Medical practices were becoming more common in football by the mid-1950s. Some clubs had hired trained physiotherapists, and the Pinderfields Hospital in Wakefield, Yorkshire, provid
ed a course for footballer trainers in remedial gymnastics. But Paisley found himself to be surplus to playing requirement at a newly relegated second-tier team in 1954 and needed to be imaginative if he was to catch the wave. He asked the club’s board member Thomas Valentine (T. V.) Williams, a wealthy cotton broker, if he could begin spending time in the accident departments of some of the Liverpool hospitals to watch basic injuries – sprains and muscle tears – being treated. Williams, who had been enlightened enough to buy the land in Liverpool’s West Derby district which would become the Melwood training ground, was a close friend of the Liverpool retail entrepreneur John Moores, who had connections in the city. Williams obtained a signed letter from Moores, asking that Paisley be granted access to the hospitals where he might pick up medical knowledge, supplementing his correspondence course.
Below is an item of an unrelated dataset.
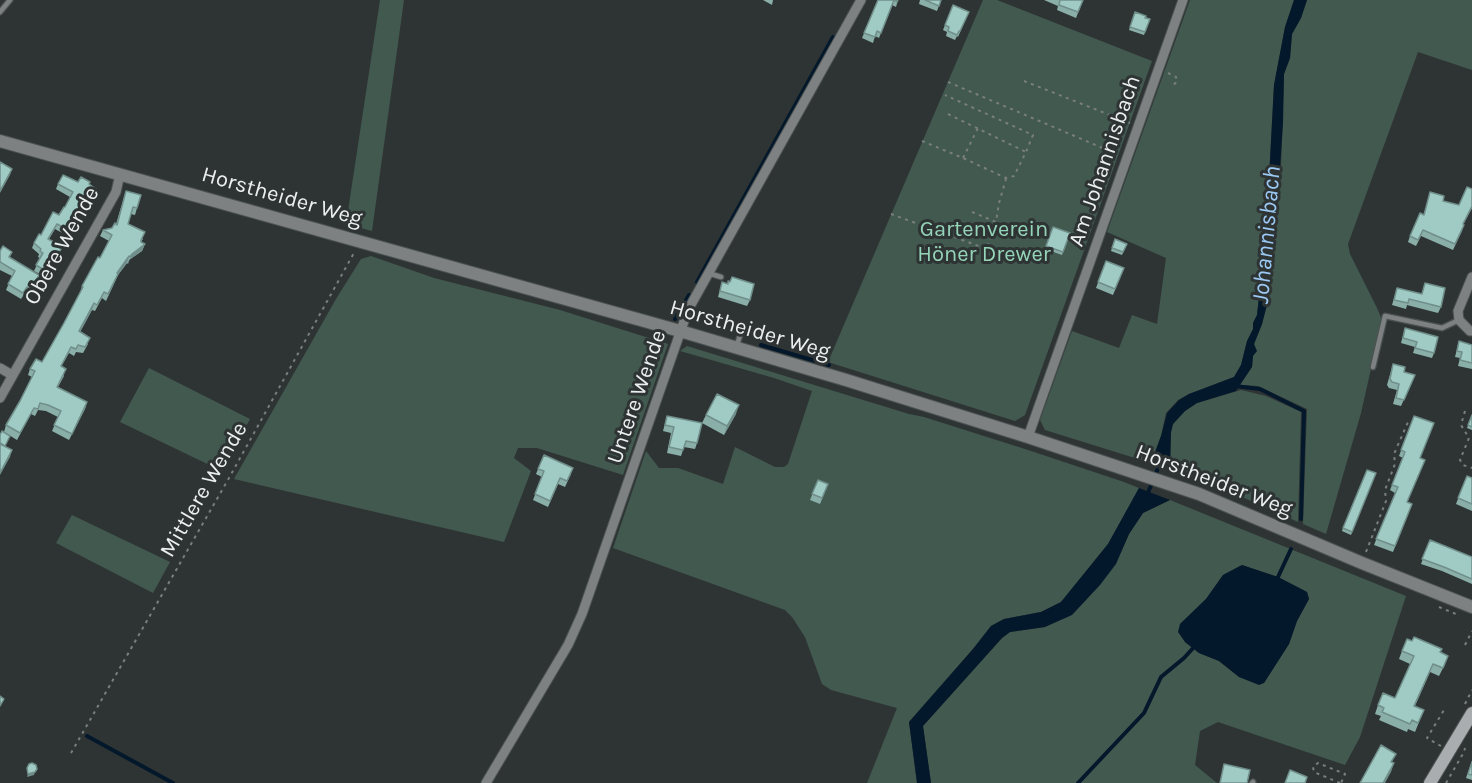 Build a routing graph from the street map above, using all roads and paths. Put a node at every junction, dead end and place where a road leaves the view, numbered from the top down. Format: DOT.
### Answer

Paisley’s zeal evidently impressed the management. Williams offered him the role of reserve team trainer, allowing him to stay on after his failure to make the retained player list. The reserves were a vehicle for players recovering from injury, or young players requiring a game – winning or losing was immaterial. Paisley wanted to begin making the side competitive, and Liverpool agreed. He pasted up a note on the notice board stating that from now on he wanted a reserve team that went into every match with the objective of winning. Within a year, he had led the team to the runners-up position in the Central League, behind a Manchester United side that included many of the young players who would go on to play for Matt Busby. His second-string team were champions the following year.
From fixing toilets to running the reserve side, Paisley had made himself part of Liverpool’s fixtures and fittings and, in May 1957, the club announced that he was to become ‘chief coach’ to manager Phil Taylor, his former Liverpool teammate, who had been dropped from the retained player list at the same time. Taylor had made manager following a year as caretaker, after the dismissal of Don Welsh.